The person I was 18 years ago is not the same person I am today. A lot of life has happened since she died. I was offered a job in NYC a few weeks after her death, and moved to Brooklyn from Syracuse. My dad remarried in 2008, adding new family into my life. In 2010 I filed for divorce and had a lot of intense experiences around that situation. In 2011 I met my now husband, who I married in 2015 and built a different life with him and our kids. In 2011 I adopted my cat Menorah. I committed to veganism in 2017. My career has developed and advanced more. I earned a coaching certification and have been building a business and two YouTube channels. Covid happened and I have been working from home ever since. My dad passed away in 2022. My son graduated from high school in 2023 and we moved not long after that to the Hudson Valley area of NY State.


I have been through various phases of working through my grief over the years. It never goes away, it has just evolved. Unresolved issues that once haunted me have been mostly worked through and healed. Sometimes something comes up and surprises me. I then I have to give myself the space to process and heal through it.


After her death, I created a tradition of getting a strawberry milkshake on her birthday. Growing up we would go to Carvel a lot and she would usually get one. They were her favorite! When my son got older, we would honor her birthday together with strawberry milkshakes. When I became vegan, I would still honor the tradition by making the strawberry milkshakes at home using dairy free ice cream and a plant milk. In 2023 I needed to come up with something else, because I developed a sensitivity to strawberries and have reactions to them. I did have allergy testing done and was told I am not allergic to them. I still avoid them, because I do have a reaction. Because of this I needed to pivot. My mom was also a fan of root beer floats. We used to make them at home. So I made a veganized version of that. It didn't feel the same though. For her birthday last year I went out for a vegan cupcake. Today, I am not sure what I will do to celebrate her.

Me with my son celebrating my mom.
Me with my son celebrating my mom.

Recently I noticed how I feel more disconnected from my mom and my memories of her. Our time together was so far away! I also feel so far away from the person I was when she knew me. As I write this I feel like something tight inside of me wants to come out and be exposed. Something deep inside of me is afraid to let it out.

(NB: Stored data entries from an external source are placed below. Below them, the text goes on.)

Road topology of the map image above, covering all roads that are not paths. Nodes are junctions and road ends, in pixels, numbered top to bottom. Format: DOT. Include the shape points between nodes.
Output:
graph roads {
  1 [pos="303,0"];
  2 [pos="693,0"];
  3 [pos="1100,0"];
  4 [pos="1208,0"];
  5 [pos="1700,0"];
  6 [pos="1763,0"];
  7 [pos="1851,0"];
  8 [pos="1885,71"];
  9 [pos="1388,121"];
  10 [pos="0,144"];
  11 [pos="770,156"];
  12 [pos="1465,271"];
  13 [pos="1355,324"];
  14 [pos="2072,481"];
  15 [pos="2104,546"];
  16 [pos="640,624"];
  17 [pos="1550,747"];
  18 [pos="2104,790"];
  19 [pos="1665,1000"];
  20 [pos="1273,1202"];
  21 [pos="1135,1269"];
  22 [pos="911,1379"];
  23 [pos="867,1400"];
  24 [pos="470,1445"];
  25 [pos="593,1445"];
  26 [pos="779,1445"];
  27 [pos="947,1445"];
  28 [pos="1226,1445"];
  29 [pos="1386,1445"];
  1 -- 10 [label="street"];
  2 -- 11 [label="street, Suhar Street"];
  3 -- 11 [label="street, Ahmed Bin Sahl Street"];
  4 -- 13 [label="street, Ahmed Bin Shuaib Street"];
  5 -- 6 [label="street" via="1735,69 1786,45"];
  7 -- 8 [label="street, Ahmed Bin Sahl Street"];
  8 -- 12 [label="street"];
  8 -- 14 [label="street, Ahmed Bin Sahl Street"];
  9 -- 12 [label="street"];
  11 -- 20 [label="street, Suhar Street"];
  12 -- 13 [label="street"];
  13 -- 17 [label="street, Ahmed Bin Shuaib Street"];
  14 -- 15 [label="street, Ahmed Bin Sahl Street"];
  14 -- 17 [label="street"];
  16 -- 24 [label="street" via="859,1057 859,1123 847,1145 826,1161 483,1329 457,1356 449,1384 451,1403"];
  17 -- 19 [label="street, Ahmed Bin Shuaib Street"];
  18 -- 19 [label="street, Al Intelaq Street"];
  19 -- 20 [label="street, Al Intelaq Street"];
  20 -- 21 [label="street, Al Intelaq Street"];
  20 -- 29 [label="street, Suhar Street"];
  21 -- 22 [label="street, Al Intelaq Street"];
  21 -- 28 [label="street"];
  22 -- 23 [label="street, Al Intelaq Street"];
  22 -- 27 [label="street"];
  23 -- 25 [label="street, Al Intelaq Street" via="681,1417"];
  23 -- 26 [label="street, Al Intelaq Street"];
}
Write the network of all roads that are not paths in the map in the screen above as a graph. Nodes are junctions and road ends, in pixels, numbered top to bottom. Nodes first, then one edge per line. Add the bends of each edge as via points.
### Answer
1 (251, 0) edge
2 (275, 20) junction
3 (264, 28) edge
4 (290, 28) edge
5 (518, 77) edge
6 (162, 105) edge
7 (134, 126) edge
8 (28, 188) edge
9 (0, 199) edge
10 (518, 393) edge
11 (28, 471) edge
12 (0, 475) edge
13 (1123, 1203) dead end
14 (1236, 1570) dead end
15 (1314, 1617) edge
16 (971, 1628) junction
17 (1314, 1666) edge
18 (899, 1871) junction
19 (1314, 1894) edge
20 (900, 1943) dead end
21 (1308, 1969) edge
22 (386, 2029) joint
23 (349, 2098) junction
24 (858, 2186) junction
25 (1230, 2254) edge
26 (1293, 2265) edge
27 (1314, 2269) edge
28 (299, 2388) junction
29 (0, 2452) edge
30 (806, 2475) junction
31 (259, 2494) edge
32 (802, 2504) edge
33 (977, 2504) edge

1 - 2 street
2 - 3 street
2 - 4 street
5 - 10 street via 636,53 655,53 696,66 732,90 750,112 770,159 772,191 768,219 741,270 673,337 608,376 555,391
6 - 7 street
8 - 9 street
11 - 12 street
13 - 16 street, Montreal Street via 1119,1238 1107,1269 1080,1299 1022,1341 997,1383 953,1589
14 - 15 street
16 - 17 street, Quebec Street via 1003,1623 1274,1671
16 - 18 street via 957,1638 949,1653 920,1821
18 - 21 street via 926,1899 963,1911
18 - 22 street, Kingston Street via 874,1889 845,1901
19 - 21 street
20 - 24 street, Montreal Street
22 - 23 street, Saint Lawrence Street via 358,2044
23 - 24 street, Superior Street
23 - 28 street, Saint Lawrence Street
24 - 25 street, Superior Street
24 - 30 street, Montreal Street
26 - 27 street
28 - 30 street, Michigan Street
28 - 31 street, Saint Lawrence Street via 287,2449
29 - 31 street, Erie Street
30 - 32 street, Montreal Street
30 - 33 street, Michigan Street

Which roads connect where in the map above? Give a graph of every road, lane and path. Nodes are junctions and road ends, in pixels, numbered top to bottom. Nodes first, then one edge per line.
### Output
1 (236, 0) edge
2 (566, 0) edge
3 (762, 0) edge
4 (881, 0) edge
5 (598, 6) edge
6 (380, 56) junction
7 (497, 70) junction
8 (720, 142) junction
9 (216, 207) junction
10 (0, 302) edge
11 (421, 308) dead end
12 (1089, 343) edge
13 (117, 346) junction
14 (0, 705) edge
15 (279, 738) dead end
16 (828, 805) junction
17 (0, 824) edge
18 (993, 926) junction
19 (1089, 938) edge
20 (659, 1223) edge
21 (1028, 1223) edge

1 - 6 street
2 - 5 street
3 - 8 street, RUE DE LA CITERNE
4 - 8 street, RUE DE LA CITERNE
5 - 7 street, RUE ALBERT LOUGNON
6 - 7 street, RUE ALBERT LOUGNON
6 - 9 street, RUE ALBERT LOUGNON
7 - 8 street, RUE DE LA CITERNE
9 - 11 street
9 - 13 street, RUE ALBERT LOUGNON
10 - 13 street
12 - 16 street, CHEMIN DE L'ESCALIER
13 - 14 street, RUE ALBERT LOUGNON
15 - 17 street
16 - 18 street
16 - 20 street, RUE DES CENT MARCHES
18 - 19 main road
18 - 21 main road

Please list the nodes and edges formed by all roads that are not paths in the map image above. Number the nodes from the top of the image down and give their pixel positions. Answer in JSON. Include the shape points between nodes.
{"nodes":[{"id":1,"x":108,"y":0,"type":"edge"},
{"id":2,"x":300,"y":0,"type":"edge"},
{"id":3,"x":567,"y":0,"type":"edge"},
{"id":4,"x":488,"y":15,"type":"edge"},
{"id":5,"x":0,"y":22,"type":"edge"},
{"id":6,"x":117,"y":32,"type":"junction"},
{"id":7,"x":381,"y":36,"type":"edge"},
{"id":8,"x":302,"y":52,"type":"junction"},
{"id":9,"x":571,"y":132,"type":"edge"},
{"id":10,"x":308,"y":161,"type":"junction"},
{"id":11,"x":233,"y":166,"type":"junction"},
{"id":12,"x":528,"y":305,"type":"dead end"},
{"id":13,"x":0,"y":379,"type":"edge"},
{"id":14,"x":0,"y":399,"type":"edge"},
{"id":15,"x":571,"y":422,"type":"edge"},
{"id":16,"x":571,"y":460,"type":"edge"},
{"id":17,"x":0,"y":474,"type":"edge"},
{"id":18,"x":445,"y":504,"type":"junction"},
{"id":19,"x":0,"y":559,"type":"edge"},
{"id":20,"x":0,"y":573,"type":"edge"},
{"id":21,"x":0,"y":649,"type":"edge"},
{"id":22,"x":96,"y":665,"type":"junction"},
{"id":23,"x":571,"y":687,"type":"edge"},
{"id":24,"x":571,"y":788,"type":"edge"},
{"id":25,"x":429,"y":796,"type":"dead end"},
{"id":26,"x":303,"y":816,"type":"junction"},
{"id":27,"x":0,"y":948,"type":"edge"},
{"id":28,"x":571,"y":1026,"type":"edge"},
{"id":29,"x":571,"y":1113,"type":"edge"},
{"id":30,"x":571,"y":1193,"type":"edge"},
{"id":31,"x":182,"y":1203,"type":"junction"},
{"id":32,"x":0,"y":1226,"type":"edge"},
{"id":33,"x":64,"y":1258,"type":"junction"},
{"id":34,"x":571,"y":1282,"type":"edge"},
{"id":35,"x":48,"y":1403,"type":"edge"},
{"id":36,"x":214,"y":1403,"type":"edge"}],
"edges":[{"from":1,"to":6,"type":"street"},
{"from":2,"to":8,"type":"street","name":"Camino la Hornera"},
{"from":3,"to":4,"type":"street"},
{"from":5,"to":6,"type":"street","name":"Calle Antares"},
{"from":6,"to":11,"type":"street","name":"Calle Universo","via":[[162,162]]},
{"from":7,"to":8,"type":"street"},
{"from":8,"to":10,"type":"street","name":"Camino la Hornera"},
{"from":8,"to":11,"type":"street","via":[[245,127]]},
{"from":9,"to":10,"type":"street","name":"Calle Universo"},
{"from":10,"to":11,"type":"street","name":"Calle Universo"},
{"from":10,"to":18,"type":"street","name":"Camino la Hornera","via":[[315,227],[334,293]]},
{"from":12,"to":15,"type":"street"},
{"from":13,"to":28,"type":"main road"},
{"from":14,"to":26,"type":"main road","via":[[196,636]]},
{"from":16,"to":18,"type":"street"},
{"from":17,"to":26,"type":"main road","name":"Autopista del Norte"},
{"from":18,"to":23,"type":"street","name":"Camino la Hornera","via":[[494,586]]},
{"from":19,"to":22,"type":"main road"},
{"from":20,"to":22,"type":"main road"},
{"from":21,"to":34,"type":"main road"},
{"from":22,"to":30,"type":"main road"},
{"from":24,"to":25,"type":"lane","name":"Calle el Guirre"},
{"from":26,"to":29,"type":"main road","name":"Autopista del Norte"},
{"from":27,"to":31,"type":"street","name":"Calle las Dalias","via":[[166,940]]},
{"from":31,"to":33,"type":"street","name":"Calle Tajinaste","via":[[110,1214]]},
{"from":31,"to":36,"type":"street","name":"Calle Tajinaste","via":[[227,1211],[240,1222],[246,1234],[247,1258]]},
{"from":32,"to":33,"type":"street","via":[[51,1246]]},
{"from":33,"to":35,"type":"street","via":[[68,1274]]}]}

I think this was my 21st birthday.
I think this was my 21st birthday.

Maybe I don't need to celebrate my mom with the same treats anymore? Maybe I can do something special for her each year that's different that meets me where I am in that moment. It could still involve a treat. Perhaps the focus is more on what is something special I did with her. She loved nature, hiking, and camping. We would spend time together looking at recipes in cookbooks and magazines. Conversations at the kitchen table. We loved cooking together. I miss our kitchen moments.


I sometimes wonder what my mom would be like if she were still alive. Life would have taken different turns. I am grateful for where I am today and who I have become. I wish my mom could have been a part of that and part of my son's growing up years. I think she has been though.


I believe this is from when my graduated high school.
I believe this is from when my graduated high school.

Wishing her a very happy 90th birthday! Perhaps just holding space for her in my heart and sharing this post is how I can honor her on this day.